__BRIEF__: Output all of the records word for word and drop the images.

__EXTRACTED ENTRIES__:
■ ■ ■ ■ ■
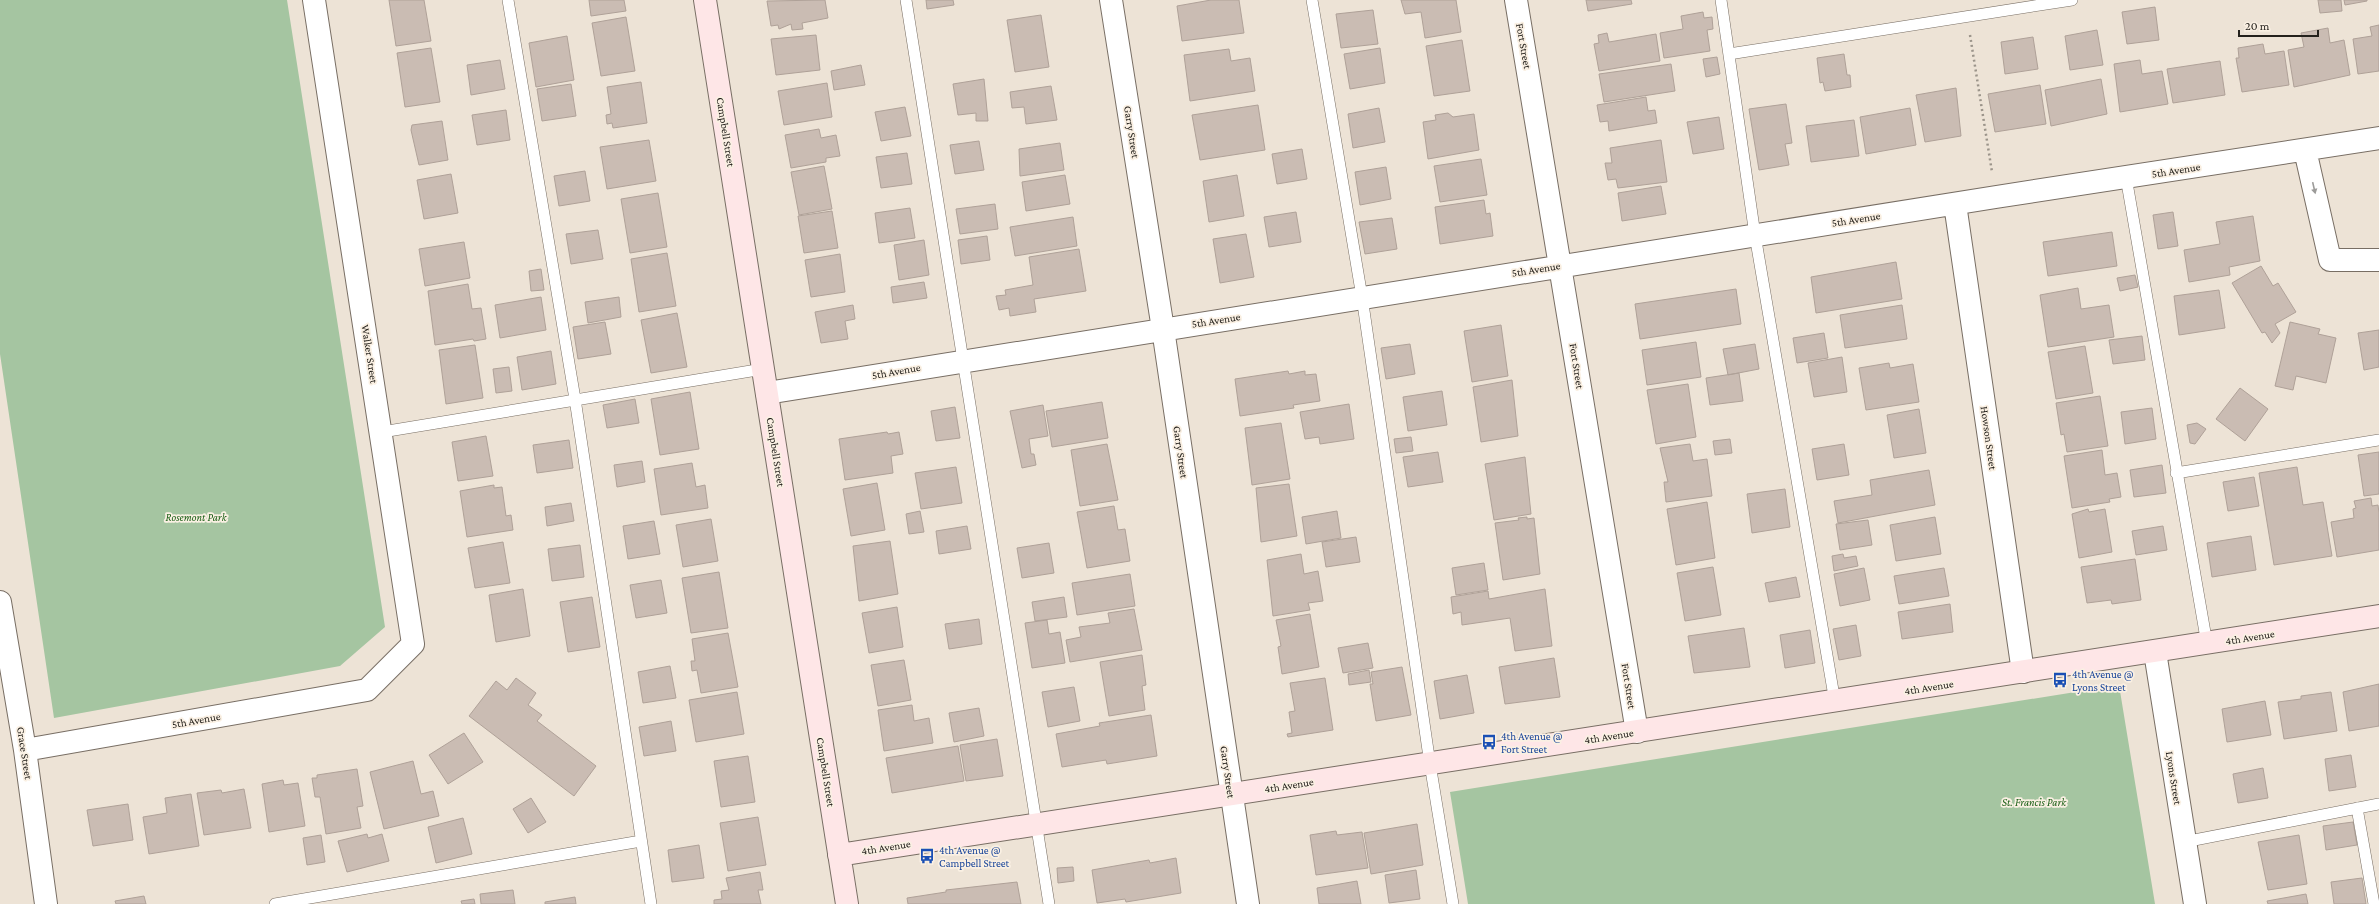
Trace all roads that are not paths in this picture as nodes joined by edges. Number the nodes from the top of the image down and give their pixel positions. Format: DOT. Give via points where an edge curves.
graph roads {
  1 [pos="314,0"];
  2 [pos="508,0"];
  3 [pos="705,0"];
  4 [pos="906,0"];
  5 [pos="1111,0"];
  6 [pos="1312,0"];
  7 [pos="1516,0"];
  8 [pos="1721,0"];
  9 [pos="2072,0"];
  10 [pos="1729,54"];
  11 [pos="2379,138"];
  12 [pos="2305,150"];
  13 [pos="2126,177"];
  14 [pos="1954,204"];
  15 [pos="1755,235"];
  16 [pos="2379,260"];
  17 [pos="1560,266"];
  18 [pos="1362,297"];
  19 [pos="1163,329"];
  20 [pos="962,360"];
  21 [pos="763,369"];
  22 [pos="767,393"];
  23 [pos="575,399"];
  24 [pos="382,432"];
  25 [pos="2379,440"];
  26 [pos="2176,473"];
  27 [pos="0,602"];
  28 [pos="2379,616"];
  29 [pos="2207,644"];
  30 [pos="2155,652"];
  31 [pos="2023,672"];
  32 [pos="367,690"];
  33 [pos="1835,702"];
  34 [pos="1637,732"];
  35 [pos="25,750"];
  36 [pos="1430,764"];
  37 [pos="1231,794"];
  38 [pos="2379,804"];
  39 [pos="2357,808"];
  40 [pos="1037,823"];
  41 [pos="641,841"];
  42 [pos="2184,842"];
  43 [pos="839,855"];
  44 [pos="46,904"];
  45 [pos="275,904"];
  46 [pos="651,904"];
  47 [pos="847,904"];
  48 [pos="1049,904"];
  49 [pos="1248,904"];
  50 [pos="1453,904"];
  51 [pos="2194,904"];
  52 [pos="2374,904"];
  1 -- 24 [label="street, Walker Street"];
  2 -- 23 [label="lane"];
  3 -- 21 [label="street, Campbell Street"];
  4 -- 20 [label="lane"];
  5 -- 19 [label="street, Garry Street"];
  6 -- 18 [label="lane"];
  7 -- 17 [label="street, Fort Street"];
  8 -- 10 [label="lane"];
  9 -- 10 [label="lane"];
  10 -- 15 [label="lane"];
  11 -- 12 [label="street, 5th Avenue"];
  12 -- 13 [label="street, 5th Avenue"];
  12 -- 16 [label="street, one-way" via="2330,260"];
  13 -- 14 [label="street, 5th Avenue"];
  13 -- 26 [label="lane"];
  14 -- 15 [label="street, 5th Avenue"];
  14 -- 31 [label="street, Howson Street"];
  15 -- 17 [label="street, 5th Avenue"];
  15 -- 33 [label="lane"];
  17 -- 18 [label="street, 5th Avenue"];
  17 -- 34 [label="street, Fort Street"];
  18 -- 19 [label="street, 5th Avenue"];
  18 -- 36 [label="lane"];
  19 -- 20 [label="street, 5th Avenue"];
  19 -- 37 [label="street, Garry Street"];
  20 -- 22 [label="street, 5th Avenue"];
  20 -- 40 [label="lane"];
  21 -- 22 [label="street, Campbell Street"];
  21 -- 23 [label="lane"];
  22 -- 43 [label="street, Campbell Street"];
  23 -- 24 [label="lane"];
  23 -- 41 [label="lane"];
  24 -- 32 [label="street, Walker Street" via="413,644"];
  25 -- 26 [label="lane"];
  26 -- 29 [label="lane"];
  27 -- 35 [label="street, Grace Street"];
  28 -- 29 [label="street, 4th Avenue"];
  29 -- 30 [label="street, 4th Avenue"];
  30 -- 31 [label="street, 4th Avenue"];
  30 -- 42 [label="street, Lyons Street"];
  31 -- 33 [label="street, 4th Avenue"];
  32 -- 35 [label="street, 5th Avenue"];
  33 -- 34 [label="street, 4th Avenue"];
  34 -- 36 [label="street, 4th Avenue"];
  35 -- 44 [label="street, Grace Street"];
  36 -- 37 [label="street, 4th Avenue"];
  36 -- 50 [label="lane"];
  37 -- 40 [label="street, 4th Avenue"];
  37 -- 49 [label="street, Garry Street"];
  38 -- 39 [label="lane"];
  39 -- 42 [label="lane"];
  39 -- 52 [label="lane"];
  40 -- 43 [label="street, 4th Avenue"];
  40 -- 48 [label="lane"];
  41 -- 45 [label="lane"];
  41 -- 46 [label="lane"];
  42 -- 51 [label="street, Lyons Street"];
  43 -- 47 [label="street, Campbell Street"];
}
■ ■ ■ ■ ■
__ANSWER__:
Trace all roads that are not paths in this picture as nodes joined by edges. Number the nodes from the top of the image down and give their pixel positions. Format: DOT. Give via points where an edge curves.
graph roads {
  1 [pos="314,0"];
  2 [pos="508,0"];
  3 [pos="705,0"];
  4 [pos="906,0"];
  5 [pos="1111,0"];
  6 [pos="1312,0"];
  7 [pos="1516,0"];
  8 [pos="1721,0"];
  9 [pos="2072,0"];
  10 [pos="1729,54"];
  11 [pos="2379,138"];
  12 [pos="2305,150"];
  13 [pos="2126,177"];
  14 [pos="1954,204"];
  15 [pos="1755,235"];
  16 [pos="2379,260"];
  17 [pos="1560,266"];
  18 [pos="1362,297"];
  19 [pos="1163,329"];
  20 [pos="962,360"];
  21 [pos="763,369"];
  22 [pos="767,393"];
  23 [pos="575,399"];
  24 [pos="382,432"];
  25 [pos="2379,440"];
  26 [pos="2176,473"];
  27 [pos="0,602"];
  28 [pos="2379,616"];
  29 [pos="2207,644"];
  30 [pos="2155,652"];
  31 [pos="2023,672"];
  32 [pos="367,690"];
  33 [pos="1835,702"];
  34 [pos="1637,732"];
  35 [pos="25,750"];
  36 [pos="1430,764"];
  37 [pos="1231,794"];
  38 [pos="2379,804"];
  39 [pos="2357,808"];
  40 [pos="1037,823"];
  41 [pos="641,841"];
  42 [pos="2184,842"];
  43 [pos="839,855"];
  44 [pos="46,904"];
  45 [pos="275,904"];
  46 [pos="651,904"];
  47 [pos="847,904"];
  48 [pos="1049,904"];
  49 [pos="1248,904"];
  50 [pos="1453,904"];
  51 [pos="2194,904"];
  52 [pos="2374,904"];
  1 -- 24 [label="street, Walker Street"];
  2 -- 23 [label="lane"];
  3 -- 21 [label="street, Campbell Street"];
  4 -- 20 [label="lane"];
  5 -- 19 [label="street, Garry Street"];
  6 -- 18 [label="lane"];
  7 -- 17 [label="street, Fort Street"];
  8 -- 10 [label="lane"];
  9 -- 10 [label="lane"];
  10 -- 15 [label="lane"];
  11 -- 12 [label="street, 5th Avenue"];
  12 -- 13 [label="street, 5th Avenue"];
  12 -- 16 [label="street, one-way" via="2330,260"];
  13 -- 14 [label="street, 5th Avenue"];
  13 -- 26 [label="lane"];
  14 -- 15 [label="street, 5th Avenue"];
  14 -- 31 [label="street, Howson Street"];
  15 -- 17 [label="street, 5th Avenue"];
  15 -- 33 [label="lane"];
  17 -- 18 [label="street, 5th Avenue"];
  17 -- 34 [label="street, Fort Street"];
  18 -- 19 [label="street, 5th Avenue"];
  18 -- 36 [label="lane"];
  19 -- 20 [label="street, 5th Avenue"];
  19 -- 37 [label="street, Garry Street"];
  20 -- 22 [label="street, 5th Avenue"];
  20 -- 40 [label="lane"];
  21 -- 22 [label="street, Campbell Street"];
  21 -- 23 [label="lane"];
  22 -- 43 [label="street, Campbell Street"];
  23 -- 24 [label="lane"];
  23 -- 41 [label="lane"];
  24 -- 32 [label="street, Walker Street" via="413,644"];
  25 -- 26 [label="lane"];
  26 -- 29 [label="lane"];
  27 -- 35 [label="street, Grace Street"];
  28 -- 29 [label="street, 4th Avenue"];
  29 -- 30 [label="street, 4th Avenue"];
  30 -- 31 [label="street, 4th Avenue"];
  30 -- 42 [label="street, Lyons Street"];
  31 -- 33 [label="street, 4th Avenue"];
  32 -- 35 [label="street, 5th Avenue"];
  33 -- 34 [label="street, 4th Avenue"];
  34 -- 36 [label="street, 4th Avenue"];
  35 -- 44 [label="street, Grace Street"];
  36 -- 37 [label="street, 4th Avenue"];
  36 -- 50 [label="lane"];
  37 -- 40 [label="street, 4th Avenue"];
  37 -- 49 [label="street, Garry Street"];
  38 -- 39 [label="lane"];
  39 -- 42 [label="lane"];
  39 -- 52 [label="lane"];
  40 -- 43 [label="street, 4th Avenue"];
  40 -- 48 [label="lane"];
  41 -- 45 [label="lane"];
  41 -- 46 [label="lane"];
  42 -- 51 [label="street, Lyons Street"];
  43 -- 47 [label="street, Campbell Street"];
}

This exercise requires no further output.